[Stored data entries]
+++++

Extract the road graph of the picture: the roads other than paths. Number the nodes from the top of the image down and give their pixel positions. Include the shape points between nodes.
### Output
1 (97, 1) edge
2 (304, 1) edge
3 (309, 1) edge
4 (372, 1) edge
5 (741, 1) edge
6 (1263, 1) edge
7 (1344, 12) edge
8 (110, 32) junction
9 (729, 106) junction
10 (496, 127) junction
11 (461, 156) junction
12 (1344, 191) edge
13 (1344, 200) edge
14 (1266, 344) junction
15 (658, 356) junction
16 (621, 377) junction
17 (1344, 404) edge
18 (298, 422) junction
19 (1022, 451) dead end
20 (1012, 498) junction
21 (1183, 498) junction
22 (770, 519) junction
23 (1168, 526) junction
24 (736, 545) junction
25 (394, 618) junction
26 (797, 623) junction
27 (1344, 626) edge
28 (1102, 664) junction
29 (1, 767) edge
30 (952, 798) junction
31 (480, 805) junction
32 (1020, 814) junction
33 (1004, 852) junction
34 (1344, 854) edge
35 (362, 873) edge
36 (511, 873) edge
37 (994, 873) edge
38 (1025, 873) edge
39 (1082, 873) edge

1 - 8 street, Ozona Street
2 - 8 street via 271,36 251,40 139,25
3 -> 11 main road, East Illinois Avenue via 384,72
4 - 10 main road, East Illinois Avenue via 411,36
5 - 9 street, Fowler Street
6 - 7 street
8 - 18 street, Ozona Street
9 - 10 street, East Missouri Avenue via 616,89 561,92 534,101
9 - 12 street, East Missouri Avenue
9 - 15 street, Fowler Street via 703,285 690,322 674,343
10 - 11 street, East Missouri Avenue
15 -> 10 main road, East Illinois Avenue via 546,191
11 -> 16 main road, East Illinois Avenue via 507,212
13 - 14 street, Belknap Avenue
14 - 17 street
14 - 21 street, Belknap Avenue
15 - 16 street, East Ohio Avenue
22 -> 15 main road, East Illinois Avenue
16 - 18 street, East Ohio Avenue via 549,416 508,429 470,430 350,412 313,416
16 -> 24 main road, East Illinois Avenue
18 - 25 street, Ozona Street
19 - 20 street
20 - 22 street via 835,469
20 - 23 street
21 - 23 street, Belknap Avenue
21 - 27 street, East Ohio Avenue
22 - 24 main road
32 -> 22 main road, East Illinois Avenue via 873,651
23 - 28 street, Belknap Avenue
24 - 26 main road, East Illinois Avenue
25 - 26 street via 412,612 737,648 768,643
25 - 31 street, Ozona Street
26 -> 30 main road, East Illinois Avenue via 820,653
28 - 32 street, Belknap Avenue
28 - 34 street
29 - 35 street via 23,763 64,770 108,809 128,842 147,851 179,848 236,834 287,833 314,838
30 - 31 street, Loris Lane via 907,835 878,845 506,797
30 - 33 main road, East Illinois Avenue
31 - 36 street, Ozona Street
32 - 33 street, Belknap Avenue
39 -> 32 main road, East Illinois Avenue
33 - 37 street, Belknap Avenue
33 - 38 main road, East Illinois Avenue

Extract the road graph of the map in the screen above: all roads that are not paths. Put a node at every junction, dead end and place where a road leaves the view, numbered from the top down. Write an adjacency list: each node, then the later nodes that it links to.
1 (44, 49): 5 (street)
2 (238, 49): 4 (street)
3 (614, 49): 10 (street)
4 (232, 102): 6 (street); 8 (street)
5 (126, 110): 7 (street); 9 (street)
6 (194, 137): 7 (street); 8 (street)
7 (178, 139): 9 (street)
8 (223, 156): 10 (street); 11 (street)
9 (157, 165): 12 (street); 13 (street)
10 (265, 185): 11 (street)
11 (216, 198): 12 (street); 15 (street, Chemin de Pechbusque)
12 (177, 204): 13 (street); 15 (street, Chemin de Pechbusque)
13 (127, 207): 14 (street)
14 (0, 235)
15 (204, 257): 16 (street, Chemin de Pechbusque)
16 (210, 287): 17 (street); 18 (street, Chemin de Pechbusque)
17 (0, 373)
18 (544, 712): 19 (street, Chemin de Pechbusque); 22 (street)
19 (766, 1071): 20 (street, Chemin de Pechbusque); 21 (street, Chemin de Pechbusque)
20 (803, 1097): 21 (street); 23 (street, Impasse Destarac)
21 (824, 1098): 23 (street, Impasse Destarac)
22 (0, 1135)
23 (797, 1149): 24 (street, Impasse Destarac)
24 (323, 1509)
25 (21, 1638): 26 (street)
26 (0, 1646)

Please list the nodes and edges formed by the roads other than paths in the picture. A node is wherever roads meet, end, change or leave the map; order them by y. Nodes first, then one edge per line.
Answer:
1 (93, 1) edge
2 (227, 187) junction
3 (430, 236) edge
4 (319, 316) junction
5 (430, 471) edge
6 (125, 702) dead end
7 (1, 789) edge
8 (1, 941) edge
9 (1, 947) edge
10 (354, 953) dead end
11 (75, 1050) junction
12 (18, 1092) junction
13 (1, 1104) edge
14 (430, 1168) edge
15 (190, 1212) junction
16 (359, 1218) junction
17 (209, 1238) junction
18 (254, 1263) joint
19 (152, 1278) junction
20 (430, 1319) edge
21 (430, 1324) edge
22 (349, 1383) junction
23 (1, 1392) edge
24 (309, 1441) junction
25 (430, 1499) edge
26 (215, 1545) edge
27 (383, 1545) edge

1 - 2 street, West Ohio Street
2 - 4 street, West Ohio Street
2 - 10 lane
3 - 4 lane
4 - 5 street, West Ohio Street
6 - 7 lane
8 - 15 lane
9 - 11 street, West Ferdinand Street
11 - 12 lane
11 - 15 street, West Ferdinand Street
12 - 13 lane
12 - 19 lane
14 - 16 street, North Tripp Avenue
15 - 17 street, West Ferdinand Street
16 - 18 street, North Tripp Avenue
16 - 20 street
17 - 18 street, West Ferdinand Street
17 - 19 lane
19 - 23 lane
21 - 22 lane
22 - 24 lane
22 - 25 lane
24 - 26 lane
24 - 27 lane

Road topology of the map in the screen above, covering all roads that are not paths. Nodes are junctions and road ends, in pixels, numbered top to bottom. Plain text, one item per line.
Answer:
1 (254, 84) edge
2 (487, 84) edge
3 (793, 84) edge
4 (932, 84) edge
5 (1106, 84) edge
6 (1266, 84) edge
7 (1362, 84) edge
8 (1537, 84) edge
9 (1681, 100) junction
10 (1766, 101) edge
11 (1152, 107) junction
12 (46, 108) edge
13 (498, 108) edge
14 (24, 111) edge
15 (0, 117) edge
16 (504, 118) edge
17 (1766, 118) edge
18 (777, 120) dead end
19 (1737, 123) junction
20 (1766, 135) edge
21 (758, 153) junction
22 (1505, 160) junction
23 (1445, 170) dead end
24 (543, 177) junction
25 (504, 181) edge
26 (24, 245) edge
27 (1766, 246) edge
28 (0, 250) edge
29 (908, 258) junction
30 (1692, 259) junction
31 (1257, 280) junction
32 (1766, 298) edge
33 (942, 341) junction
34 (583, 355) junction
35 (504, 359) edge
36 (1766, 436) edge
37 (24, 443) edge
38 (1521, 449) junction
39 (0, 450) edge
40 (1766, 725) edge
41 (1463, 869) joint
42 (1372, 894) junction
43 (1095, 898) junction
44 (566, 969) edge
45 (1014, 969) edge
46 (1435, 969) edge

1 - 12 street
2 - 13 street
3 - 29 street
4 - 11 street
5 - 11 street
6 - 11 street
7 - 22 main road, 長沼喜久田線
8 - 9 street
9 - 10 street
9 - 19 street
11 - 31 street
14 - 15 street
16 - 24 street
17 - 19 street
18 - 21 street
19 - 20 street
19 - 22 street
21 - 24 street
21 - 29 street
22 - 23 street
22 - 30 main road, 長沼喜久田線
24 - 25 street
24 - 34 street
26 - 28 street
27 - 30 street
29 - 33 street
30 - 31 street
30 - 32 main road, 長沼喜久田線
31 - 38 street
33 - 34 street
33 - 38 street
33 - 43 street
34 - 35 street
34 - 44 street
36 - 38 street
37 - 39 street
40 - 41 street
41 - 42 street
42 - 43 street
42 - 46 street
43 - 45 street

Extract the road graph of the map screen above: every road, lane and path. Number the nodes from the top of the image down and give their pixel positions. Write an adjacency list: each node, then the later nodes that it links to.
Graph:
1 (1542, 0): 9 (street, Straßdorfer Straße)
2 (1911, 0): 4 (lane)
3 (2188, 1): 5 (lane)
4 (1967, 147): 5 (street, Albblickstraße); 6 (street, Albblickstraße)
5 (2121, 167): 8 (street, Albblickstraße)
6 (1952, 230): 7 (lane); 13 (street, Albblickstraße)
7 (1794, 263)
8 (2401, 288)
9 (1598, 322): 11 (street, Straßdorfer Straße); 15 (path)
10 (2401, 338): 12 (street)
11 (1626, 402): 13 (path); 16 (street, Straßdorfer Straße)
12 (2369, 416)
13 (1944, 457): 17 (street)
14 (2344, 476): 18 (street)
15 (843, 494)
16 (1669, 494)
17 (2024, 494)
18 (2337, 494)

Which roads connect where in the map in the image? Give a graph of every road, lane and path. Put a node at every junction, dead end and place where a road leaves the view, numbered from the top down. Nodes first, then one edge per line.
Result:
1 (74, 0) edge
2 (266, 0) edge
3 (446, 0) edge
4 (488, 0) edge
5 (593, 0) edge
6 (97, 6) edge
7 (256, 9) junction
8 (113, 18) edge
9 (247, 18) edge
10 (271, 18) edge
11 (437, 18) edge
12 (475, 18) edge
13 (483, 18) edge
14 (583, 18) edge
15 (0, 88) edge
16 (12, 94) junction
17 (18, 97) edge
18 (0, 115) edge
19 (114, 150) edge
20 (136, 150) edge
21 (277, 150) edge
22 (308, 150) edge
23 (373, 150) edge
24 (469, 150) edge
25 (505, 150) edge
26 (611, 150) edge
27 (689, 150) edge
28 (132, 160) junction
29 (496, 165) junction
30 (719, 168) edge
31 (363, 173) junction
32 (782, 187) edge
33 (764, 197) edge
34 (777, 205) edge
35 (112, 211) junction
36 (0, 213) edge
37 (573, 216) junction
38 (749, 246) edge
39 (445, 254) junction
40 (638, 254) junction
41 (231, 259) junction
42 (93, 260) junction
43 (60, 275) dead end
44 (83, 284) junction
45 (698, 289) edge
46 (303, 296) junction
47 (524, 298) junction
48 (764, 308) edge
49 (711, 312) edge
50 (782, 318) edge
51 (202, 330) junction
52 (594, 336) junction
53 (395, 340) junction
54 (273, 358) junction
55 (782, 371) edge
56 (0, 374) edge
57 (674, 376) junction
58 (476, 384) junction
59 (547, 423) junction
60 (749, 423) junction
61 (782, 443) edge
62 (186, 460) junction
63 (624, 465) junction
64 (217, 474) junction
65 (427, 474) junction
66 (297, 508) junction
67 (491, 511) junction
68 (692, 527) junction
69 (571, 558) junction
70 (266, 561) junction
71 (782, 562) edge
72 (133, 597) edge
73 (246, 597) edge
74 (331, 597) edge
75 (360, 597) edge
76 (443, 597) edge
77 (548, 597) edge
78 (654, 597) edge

+++++

WORK TASK |
Copy out every line in the records where the word "paths" is found.

ANSWER |
Extract the road graph of the picture: the roads other than paths. Number the nodes from the top of the image down and give their pixel positions. Include the shape points between nodes.
Extract the road graph of the map in the screen above: all roads that are not paths. Put a node at every junction, dead end and place where a road leaves the view, numbered from the top down. Write an adjacency list: each node, then the later nodes that it links to.
Please list the nodes and edges formed by the roads other than paths in the picture. A node is wherever roads meet, end, change or leave the map; order them by y. Nodes first, then one edge per line.
Road topology of the map in the screen above, covering all roads that are not paths. Nodes are junctions and road ends, in pixels, numbered top to bottom. Plain text, one item per line.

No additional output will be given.